The company I work for has a generous maternity leave package so I was able to take a full 12 months off before returning to work. It would have been possible to go back earlier but I think younger than 6 months would be tough on the child (and mummy too!)
For some people it isn't a question of choice; financially they might have to go back to work sooner than they wished. I think most mums would love the time off with their kids but it's not always possible. I took a year off with my first son and this was just an amazing time and I loved every minute of it and count myself lucky that I was able to do this.

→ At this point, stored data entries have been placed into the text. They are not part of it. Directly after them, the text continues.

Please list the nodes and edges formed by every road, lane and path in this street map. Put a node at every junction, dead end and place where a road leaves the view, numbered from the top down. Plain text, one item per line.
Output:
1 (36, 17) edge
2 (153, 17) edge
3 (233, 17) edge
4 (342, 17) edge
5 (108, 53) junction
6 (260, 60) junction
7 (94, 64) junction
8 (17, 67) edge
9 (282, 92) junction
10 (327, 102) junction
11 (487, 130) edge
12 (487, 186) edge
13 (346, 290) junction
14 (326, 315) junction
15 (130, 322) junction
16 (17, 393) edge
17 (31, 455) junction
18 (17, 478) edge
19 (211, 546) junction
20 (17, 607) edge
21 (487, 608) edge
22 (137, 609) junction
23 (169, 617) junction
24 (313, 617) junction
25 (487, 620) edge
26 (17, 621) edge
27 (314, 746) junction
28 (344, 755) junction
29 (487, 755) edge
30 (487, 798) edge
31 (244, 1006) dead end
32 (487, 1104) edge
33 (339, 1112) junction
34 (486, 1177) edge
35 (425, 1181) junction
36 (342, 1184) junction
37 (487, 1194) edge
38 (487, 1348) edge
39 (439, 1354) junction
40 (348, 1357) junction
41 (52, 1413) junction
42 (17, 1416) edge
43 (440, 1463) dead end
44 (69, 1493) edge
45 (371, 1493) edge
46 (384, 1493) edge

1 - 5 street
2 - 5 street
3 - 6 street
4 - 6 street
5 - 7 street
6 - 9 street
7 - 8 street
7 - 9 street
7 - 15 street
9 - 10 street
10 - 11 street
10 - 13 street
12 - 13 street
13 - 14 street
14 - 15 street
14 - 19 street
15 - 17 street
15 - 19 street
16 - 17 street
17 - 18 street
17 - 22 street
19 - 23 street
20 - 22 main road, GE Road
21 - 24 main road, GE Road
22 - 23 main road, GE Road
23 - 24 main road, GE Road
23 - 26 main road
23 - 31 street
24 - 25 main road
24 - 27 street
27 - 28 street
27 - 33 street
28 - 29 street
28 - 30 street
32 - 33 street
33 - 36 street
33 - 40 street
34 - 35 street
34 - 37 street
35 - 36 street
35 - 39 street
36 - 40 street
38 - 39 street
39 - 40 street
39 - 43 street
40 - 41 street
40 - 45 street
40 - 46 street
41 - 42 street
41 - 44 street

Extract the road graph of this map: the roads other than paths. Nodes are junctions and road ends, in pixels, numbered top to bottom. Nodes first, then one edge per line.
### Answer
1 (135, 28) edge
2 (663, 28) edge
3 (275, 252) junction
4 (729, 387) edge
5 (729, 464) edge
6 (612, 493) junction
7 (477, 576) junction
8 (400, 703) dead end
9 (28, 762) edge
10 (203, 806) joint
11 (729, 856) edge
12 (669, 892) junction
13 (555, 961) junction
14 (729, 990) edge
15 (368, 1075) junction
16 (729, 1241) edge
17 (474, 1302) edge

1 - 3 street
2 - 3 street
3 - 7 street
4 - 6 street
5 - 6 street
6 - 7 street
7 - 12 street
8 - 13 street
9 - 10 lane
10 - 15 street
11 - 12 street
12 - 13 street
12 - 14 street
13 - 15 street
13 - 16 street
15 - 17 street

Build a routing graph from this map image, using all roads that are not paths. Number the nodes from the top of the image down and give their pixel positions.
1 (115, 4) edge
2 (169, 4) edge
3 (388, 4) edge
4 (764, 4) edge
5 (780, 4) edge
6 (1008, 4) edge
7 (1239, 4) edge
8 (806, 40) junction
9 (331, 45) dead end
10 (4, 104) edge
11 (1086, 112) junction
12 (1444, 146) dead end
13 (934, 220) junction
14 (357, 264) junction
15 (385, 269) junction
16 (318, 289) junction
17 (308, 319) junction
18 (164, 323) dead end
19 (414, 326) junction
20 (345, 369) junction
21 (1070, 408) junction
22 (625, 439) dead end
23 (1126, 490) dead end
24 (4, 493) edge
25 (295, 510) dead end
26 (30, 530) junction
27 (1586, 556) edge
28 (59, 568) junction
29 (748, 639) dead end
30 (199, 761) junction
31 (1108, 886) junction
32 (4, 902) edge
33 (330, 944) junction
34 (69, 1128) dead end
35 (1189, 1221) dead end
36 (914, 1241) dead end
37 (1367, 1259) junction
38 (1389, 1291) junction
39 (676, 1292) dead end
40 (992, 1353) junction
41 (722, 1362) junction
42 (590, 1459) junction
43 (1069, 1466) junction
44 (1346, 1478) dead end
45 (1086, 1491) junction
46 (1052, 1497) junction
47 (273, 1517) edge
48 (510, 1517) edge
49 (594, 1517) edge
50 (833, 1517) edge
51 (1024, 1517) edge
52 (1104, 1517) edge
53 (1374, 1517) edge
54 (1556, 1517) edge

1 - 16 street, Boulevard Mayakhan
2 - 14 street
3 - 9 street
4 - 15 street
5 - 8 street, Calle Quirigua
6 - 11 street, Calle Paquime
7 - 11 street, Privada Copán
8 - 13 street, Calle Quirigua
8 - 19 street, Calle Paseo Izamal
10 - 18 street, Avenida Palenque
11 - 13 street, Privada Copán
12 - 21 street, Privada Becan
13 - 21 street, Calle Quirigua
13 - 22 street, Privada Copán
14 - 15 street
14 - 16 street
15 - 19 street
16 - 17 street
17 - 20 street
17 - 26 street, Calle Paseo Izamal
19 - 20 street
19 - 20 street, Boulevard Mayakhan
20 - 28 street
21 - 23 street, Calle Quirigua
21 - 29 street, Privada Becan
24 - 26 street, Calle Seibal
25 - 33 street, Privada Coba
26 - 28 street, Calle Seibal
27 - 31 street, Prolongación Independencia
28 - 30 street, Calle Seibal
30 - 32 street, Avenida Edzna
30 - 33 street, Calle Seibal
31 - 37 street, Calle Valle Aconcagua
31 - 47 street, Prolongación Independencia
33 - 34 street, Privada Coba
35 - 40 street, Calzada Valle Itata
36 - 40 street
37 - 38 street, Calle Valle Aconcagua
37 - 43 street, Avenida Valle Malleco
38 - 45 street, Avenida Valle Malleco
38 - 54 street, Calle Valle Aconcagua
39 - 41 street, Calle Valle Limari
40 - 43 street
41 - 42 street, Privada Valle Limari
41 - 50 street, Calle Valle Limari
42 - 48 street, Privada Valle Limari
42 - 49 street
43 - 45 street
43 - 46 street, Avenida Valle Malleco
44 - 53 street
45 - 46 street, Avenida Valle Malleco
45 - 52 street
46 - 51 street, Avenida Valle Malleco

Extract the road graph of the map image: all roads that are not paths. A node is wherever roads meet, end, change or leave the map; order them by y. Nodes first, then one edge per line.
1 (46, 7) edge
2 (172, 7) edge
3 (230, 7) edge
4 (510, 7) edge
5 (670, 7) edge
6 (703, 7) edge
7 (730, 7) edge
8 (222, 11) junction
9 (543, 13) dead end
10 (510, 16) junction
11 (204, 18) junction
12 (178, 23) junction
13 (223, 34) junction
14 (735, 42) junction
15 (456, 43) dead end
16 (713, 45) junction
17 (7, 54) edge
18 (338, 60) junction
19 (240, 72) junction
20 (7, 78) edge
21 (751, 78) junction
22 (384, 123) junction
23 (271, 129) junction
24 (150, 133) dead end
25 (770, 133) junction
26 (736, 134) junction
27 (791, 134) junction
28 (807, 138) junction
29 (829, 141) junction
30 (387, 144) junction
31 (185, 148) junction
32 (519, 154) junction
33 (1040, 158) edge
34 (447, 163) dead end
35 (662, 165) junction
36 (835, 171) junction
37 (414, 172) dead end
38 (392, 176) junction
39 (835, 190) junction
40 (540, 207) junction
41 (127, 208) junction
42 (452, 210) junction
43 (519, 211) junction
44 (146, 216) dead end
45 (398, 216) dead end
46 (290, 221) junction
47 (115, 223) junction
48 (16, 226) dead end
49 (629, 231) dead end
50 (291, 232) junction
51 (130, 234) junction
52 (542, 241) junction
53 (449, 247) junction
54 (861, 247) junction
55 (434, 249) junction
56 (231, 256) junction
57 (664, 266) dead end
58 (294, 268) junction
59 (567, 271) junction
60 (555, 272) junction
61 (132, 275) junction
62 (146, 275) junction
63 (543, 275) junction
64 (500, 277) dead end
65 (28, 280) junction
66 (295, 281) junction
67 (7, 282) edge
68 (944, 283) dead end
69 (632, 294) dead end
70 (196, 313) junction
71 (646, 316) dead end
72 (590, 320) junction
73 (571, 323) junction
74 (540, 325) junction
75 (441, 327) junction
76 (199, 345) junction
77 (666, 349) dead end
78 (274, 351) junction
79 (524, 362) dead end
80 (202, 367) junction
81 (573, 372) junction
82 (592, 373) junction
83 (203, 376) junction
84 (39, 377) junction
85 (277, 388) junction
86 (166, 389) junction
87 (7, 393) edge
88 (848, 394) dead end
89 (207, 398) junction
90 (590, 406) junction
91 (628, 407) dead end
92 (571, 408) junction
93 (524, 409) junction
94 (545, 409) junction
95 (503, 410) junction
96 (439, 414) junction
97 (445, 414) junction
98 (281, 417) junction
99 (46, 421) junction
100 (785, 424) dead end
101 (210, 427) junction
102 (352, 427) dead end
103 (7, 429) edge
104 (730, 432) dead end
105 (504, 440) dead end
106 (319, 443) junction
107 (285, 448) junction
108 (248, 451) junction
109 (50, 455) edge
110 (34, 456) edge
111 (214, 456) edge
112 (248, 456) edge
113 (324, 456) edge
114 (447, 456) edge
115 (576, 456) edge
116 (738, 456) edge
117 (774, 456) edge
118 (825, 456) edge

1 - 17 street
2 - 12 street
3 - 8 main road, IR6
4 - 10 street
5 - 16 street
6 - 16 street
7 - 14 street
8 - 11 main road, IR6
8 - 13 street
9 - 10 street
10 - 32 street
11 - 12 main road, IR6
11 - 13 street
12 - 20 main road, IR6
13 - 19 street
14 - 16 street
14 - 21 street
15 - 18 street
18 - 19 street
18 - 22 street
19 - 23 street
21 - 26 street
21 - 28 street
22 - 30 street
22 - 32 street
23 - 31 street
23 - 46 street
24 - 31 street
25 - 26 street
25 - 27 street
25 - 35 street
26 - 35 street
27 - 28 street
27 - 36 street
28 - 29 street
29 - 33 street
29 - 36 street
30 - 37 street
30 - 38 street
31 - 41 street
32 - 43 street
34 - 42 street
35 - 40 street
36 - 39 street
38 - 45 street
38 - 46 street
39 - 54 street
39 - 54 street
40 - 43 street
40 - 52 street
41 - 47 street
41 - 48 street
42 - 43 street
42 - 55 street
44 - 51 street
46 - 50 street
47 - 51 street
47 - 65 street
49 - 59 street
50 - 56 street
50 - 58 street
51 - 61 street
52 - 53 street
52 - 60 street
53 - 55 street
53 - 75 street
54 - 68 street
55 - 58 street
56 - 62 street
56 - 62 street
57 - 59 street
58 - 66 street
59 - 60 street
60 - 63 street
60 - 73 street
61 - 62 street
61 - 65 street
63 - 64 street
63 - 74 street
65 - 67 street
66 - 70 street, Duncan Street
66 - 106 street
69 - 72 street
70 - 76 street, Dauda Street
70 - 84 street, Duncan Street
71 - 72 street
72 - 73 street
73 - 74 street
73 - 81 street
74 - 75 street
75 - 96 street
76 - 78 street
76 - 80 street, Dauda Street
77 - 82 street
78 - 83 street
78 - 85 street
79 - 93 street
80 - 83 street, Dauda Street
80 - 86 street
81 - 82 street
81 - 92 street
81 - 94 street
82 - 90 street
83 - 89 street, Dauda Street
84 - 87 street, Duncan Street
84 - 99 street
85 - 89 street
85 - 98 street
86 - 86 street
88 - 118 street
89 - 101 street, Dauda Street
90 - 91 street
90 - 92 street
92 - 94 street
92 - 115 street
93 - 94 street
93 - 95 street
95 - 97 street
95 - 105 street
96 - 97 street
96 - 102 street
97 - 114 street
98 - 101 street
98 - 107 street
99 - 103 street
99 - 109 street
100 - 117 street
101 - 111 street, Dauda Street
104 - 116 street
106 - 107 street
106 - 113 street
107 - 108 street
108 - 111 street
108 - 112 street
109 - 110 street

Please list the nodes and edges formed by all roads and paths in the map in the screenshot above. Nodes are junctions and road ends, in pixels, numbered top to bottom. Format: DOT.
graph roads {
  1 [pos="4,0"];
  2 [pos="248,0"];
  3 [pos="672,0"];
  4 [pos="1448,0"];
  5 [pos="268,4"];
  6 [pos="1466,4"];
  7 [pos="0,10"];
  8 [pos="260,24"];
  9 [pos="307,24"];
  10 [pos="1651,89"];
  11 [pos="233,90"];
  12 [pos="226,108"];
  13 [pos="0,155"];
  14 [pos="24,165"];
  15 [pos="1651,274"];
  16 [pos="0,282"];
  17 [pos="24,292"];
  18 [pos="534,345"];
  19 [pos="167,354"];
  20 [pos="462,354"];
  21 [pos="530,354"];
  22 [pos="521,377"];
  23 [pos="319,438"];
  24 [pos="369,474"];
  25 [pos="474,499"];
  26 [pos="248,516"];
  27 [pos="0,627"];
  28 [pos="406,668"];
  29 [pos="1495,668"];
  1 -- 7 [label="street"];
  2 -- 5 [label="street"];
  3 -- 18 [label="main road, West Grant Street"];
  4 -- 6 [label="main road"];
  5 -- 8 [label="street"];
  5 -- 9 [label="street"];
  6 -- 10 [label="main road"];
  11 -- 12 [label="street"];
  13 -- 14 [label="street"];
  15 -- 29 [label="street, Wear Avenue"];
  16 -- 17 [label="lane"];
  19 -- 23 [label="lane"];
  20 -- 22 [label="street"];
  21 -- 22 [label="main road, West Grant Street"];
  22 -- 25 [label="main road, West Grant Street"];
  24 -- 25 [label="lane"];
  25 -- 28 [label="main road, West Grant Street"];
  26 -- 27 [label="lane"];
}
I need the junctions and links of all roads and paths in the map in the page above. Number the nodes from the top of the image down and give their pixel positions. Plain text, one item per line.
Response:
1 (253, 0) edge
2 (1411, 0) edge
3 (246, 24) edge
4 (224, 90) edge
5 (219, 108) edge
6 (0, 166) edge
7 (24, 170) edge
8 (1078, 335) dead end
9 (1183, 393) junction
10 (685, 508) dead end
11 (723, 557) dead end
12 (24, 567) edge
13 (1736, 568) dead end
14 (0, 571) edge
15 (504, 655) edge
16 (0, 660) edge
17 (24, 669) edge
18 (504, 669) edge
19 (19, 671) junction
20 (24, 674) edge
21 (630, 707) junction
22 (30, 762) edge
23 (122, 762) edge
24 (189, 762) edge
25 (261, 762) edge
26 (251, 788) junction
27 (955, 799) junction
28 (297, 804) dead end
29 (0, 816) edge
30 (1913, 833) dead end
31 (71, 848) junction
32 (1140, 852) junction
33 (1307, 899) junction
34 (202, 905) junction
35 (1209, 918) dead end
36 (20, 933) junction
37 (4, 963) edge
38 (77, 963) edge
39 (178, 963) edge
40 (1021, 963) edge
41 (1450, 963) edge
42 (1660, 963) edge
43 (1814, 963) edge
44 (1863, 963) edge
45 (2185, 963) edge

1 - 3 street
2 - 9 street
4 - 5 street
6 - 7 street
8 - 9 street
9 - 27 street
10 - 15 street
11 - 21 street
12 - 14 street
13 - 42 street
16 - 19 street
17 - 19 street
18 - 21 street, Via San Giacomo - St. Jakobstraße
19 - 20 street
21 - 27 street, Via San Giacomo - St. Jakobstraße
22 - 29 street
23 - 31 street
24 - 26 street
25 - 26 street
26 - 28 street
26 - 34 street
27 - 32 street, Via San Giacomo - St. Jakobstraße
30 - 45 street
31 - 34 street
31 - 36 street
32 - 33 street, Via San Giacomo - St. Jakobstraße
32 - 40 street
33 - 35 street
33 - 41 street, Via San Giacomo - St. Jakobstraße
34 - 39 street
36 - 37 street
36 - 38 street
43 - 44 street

How long to wait is a very individual choice. Personally I have stayed home with my kids for four and I half years so far, but it would have been different if I'd had a job to go back to and been on maternity leave. I think I would have been pretty sad to leave my little ones before they were at least 18 months old, since that's about the age that when you leave they can comfort themselves by imagining you coming back, and it made it easier to continue breastfeeding. However, I realise staying home that long isn't an option that's open to everyone. If you have to go back to work after a few weeks or months, or you just want to that's up to you.
I'm male, so I wasn't allowed to take time off to start a family, unless I resigned. My wife had a choice though, thank goodness. It is also good to see the law has now changed in that respect, even if practices and discrimination against men hasn't.